Suriyanto mengungkapkan, sepanjang seseorang ada keinginan untuk menjadi wartawan, harus kita apresiasi dan kita edukasi melalui ruang-ruang edukasi yang tepat, dengan harapan ke depan bisa memberikan sumbangsih pemikiran untuk perbaikan daerah melalui karya jurnalistik.
” Semua itu berproses, tentunya tidak tiba-tiba bisa nulis dan menjadi reporter. Apa lagi yang berasal dari orang biasa atau otodidak, bukan dari akademisi. Hal ini yang harus dipahami oleh Bupati Bogor. Ada wartawan baru belajar berdiri di satu media online ataupun cetak Hal ini, sah sah saja, sepanjang orang tersebut memiliki identitas keterangan magang atau kartu magang dari media tempatnya bekerja,” jelas pakar hukum media massa ini,
“Saya minta Bupati Bogor untuk menjelaskan statment yang dimksud, perlu klarifikasi agar tidak memicu kegaduhan,” tegas Ketum PWRI
Sebelumnya, Bupati Bogor, Ade Yasin saat dikonfirmasi terkait beredarnya di beberapa media, sebelumnya,saat menghadiri acara Rebo Keliling di Kecamatan Klapanunggal, Rabu (16/6) lalu, Bupati Bogor Ade Yasin mengungkapkan kegeramannya terhadap oknum wartawan gadungan yang selama ini mengganggu kinerja para kepala desa (kades).
Ade Yasin menyebutkan, selama ini para kades diganggu oleh sejumlah LSM dan wartawan yang tidak jelas identitasnya. Sehingga mereka kesulitan untuk bekerja.
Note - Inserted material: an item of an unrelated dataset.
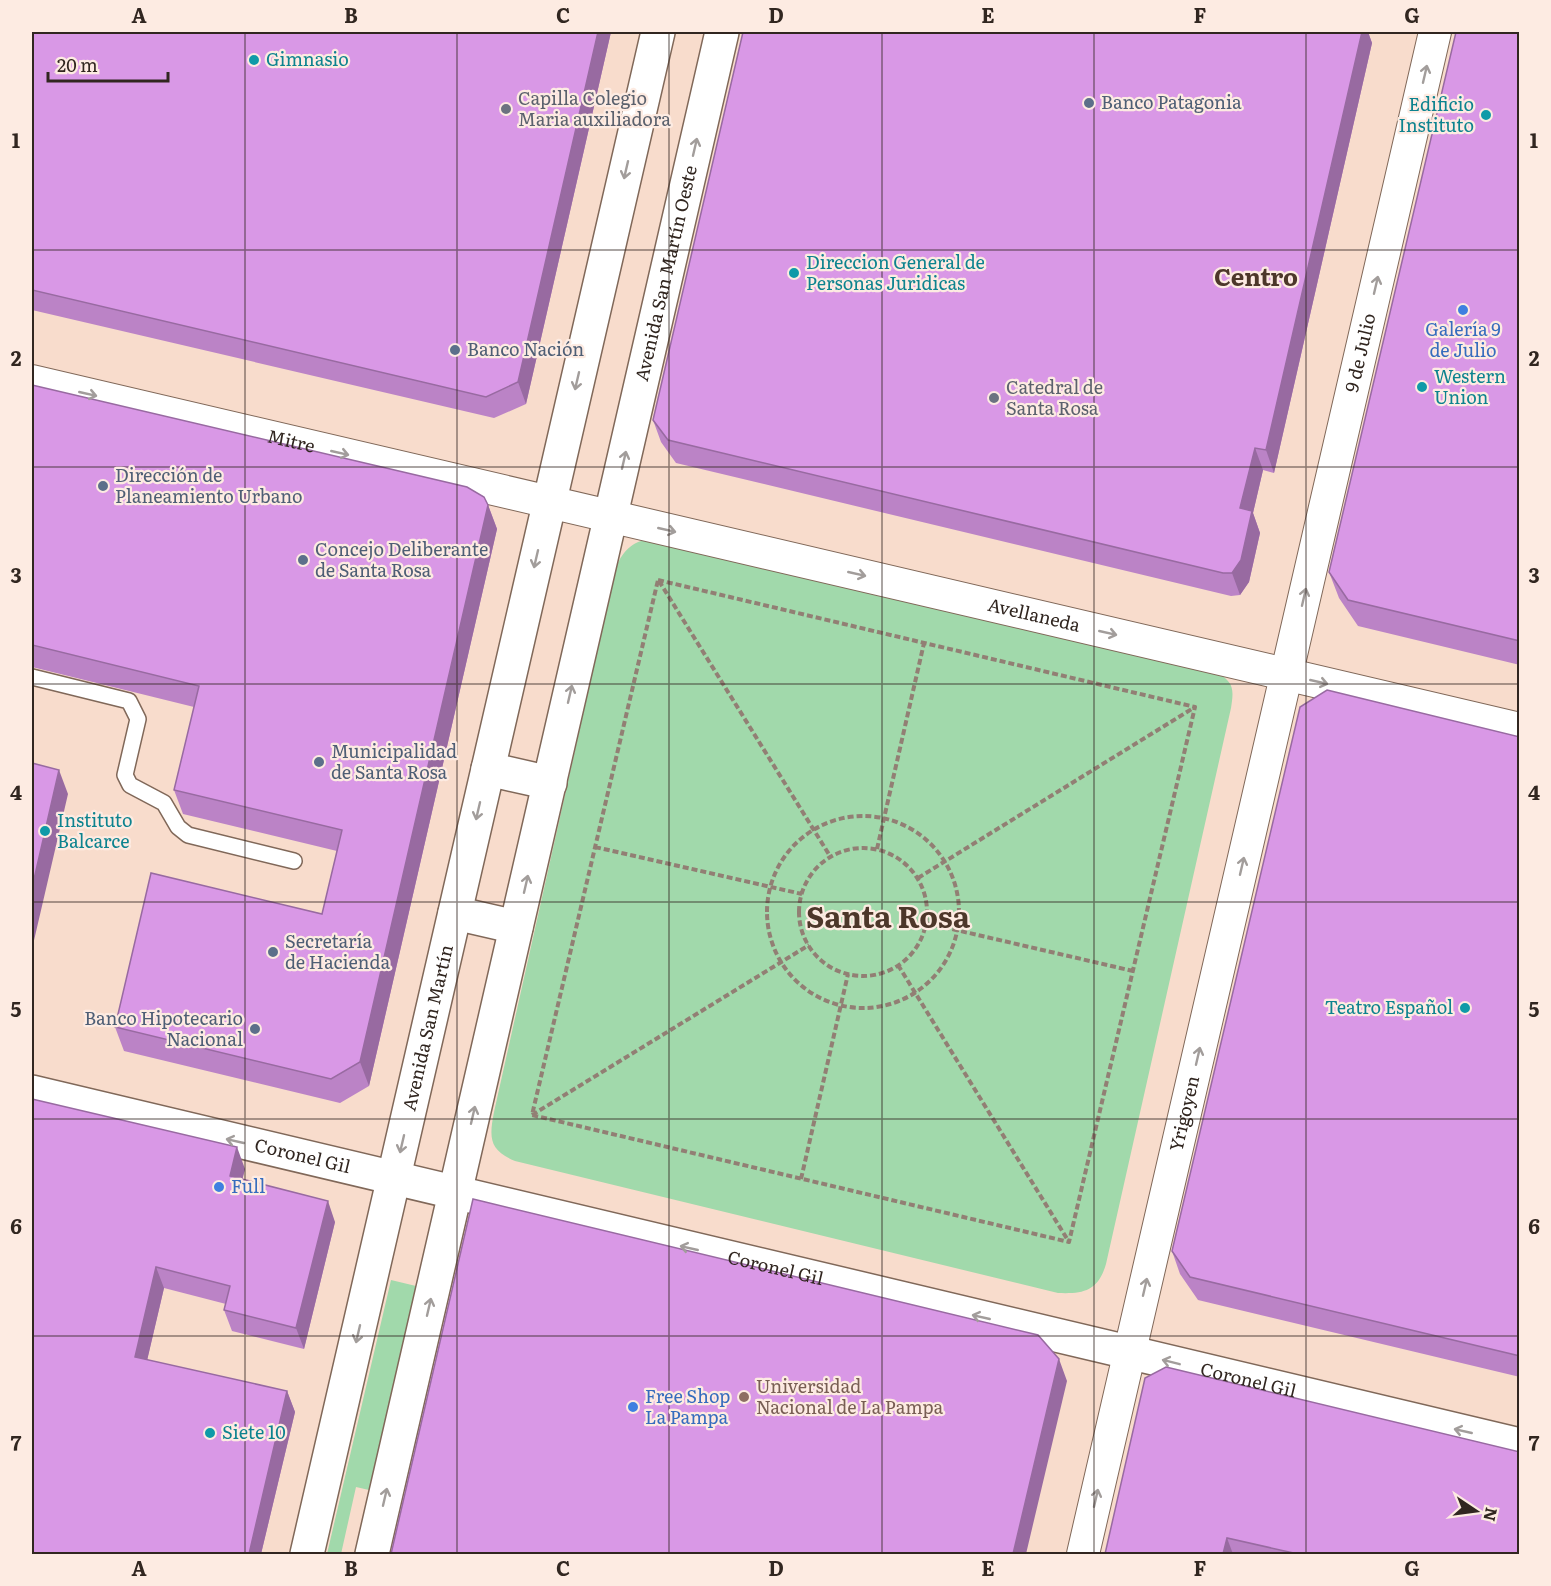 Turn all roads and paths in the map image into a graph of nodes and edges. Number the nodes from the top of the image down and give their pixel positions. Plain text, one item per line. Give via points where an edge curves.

“Jadi kades sering didatangi wartawan’bodrek’,atau LSM yang tidak jelas identitasnya,atau juga oknum yang mengatasnamakan aparat penegak hukum. Keberadaan oknum-oknum ini mengganggu kinerja kita, mencari-cari kesalahan,” ujar Ade Yasin.
Terkait sebutan tersebut dia menjelaska sebutan wartawan bodrek ini disematkan untuk mereka para oknum yang mengaku sebagai wartawan “ataupun Pers” tetapi sebenarnya hanya sebatas wartawan gadungan yang tujuannya mencari keuntungan peribadi.
“Oknum Wartawan ini biasanya juga di sebut wartawan tanpa surat kabar (media) kerena beberapa dari mereka bukan Wartawan Asli yang berafiliasi dalam sebuah perusahaan Pers sehingga beritanya fikitif dan tidak pernah tayang.” ujar Ade Yasin.